**Supplied records**
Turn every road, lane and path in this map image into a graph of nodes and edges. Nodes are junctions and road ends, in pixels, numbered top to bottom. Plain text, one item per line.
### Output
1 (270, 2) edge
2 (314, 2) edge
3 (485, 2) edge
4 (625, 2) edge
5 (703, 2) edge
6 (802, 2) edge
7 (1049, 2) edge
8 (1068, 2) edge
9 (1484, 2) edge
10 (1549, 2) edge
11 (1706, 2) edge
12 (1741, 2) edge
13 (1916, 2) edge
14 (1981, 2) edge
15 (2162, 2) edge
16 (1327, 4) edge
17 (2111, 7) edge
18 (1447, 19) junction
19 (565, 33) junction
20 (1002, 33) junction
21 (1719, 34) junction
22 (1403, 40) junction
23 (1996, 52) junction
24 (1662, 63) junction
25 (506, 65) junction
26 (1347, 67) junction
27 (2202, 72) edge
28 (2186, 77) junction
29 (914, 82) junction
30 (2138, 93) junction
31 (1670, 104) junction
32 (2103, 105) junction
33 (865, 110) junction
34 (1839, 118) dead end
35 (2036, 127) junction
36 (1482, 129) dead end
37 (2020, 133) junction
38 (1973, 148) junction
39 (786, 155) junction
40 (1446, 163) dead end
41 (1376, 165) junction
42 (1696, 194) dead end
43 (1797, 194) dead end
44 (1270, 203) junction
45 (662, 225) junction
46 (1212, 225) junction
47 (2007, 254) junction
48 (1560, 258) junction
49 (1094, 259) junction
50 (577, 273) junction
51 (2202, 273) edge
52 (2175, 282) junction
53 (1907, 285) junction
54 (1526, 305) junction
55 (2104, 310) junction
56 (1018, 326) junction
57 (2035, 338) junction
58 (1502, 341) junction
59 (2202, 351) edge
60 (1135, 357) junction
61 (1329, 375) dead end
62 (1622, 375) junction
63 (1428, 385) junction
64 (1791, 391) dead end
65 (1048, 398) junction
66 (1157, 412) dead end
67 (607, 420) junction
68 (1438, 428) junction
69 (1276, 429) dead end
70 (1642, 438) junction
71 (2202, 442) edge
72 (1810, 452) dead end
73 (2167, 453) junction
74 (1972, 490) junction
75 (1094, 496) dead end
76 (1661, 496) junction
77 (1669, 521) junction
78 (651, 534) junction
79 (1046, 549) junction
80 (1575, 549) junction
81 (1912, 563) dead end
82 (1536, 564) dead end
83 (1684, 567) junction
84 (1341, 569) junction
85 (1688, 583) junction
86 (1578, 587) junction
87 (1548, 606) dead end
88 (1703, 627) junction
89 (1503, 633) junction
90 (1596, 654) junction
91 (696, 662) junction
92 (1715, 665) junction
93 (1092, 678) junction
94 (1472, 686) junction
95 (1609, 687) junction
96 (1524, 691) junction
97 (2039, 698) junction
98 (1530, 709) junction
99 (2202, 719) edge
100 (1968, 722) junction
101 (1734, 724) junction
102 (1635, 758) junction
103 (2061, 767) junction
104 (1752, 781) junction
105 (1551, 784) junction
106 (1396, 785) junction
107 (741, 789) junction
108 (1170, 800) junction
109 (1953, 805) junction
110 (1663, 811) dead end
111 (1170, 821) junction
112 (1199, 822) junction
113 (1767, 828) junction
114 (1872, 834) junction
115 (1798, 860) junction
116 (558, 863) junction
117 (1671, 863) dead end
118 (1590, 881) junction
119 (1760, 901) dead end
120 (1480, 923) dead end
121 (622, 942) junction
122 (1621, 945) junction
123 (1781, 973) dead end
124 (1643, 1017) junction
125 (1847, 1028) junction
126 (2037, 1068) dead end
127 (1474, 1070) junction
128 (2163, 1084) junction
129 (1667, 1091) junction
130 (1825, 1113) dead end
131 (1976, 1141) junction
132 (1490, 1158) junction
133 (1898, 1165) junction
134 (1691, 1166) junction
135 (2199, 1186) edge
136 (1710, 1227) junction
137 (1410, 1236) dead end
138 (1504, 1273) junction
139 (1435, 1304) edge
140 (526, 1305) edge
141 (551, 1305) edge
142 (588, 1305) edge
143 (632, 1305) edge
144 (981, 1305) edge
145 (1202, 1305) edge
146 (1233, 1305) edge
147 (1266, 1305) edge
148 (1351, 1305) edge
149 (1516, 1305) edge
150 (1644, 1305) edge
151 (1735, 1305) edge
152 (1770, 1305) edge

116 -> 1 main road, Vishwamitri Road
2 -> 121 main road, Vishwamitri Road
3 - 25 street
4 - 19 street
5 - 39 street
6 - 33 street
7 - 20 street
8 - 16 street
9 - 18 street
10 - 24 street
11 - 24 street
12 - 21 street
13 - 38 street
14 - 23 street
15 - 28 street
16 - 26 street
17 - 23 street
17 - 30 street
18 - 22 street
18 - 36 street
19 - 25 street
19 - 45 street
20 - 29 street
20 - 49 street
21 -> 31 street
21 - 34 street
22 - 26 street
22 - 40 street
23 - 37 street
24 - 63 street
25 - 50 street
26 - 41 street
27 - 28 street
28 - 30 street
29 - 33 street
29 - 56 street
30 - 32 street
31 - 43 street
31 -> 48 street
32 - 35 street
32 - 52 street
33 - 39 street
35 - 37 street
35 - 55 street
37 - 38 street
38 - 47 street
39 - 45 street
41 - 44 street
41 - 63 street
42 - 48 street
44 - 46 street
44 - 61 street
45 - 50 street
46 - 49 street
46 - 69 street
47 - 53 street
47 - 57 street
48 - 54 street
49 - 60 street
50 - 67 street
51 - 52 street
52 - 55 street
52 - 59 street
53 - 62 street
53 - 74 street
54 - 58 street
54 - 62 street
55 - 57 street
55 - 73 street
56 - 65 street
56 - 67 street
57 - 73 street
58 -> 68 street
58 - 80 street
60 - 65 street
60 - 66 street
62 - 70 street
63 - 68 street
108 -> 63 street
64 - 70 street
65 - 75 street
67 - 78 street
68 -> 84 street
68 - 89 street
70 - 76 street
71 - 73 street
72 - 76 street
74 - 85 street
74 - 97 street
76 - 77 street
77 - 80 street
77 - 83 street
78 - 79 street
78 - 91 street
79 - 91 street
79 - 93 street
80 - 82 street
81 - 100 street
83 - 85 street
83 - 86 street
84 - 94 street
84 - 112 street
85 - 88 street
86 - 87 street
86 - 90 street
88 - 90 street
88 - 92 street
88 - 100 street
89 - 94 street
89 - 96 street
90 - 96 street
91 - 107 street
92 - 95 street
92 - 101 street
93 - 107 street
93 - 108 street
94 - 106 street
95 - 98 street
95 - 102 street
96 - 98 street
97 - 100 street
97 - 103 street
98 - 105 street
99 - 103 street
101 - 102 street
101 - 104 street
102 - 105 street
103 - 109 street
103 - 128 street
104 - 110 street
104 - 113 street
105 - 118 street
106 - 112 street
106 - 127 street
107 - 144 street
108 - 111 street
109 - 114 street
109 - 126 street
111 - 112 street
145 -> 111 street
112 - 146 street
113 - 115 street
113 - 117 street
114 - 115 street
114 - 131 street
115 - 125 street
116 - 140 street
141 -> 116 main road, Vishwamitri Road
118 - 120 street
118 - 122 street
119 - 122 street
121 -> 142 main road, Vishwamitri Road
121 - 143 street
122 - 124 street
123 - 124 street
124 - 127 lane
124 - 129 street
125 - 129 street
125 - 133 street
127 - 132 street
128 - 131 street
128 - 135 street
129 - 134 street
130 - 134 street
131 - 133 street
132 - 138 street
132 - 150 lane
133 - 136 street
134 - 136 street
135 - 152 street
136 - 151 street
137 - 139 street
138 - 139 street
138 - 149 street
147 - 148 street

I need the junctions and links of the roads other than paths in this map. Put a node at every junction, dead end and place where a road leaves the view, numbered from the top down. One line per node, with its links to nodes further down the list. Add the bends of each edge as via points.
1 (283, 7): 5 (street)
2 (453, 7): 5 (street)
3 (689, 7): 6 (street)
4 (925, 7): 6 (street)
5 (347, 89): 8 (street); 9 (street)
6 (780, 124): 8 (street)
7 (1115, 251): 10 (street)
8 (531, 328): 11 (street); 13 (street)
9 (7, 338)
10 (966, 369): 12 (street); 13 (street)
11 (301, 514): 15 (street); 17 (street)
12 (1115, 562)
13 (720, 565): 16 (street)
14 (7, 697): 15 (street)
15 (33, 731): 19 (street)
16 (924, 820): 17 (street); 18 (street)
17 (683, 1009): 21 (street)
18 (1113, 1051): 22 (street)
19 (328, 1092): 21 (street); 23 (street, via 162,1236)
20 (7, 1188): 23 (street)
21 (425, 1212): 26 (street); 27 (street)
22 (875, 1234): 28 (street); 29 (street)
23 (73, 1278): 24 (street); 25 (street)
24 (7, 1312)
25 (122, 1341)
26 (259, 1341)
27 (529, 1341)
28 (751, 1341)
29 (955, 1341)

**Problem to work on**
Go through the entries and copy each line holding the string "nodes".

**Result for this exercise**
Turn every road, lane and path in this map image into a graph of nodes and edges. Nodes are junctions and road ends, in pixels, numbered top to bottom. Plain text, one item per line.
I need the junctions and links of the roads other than paths in this map. Put a node at every junction, dead end and place where a road leaves the view, numbered from the top down. One line per node, with its links to nodes further down the list. Add the bends of each edge as via points.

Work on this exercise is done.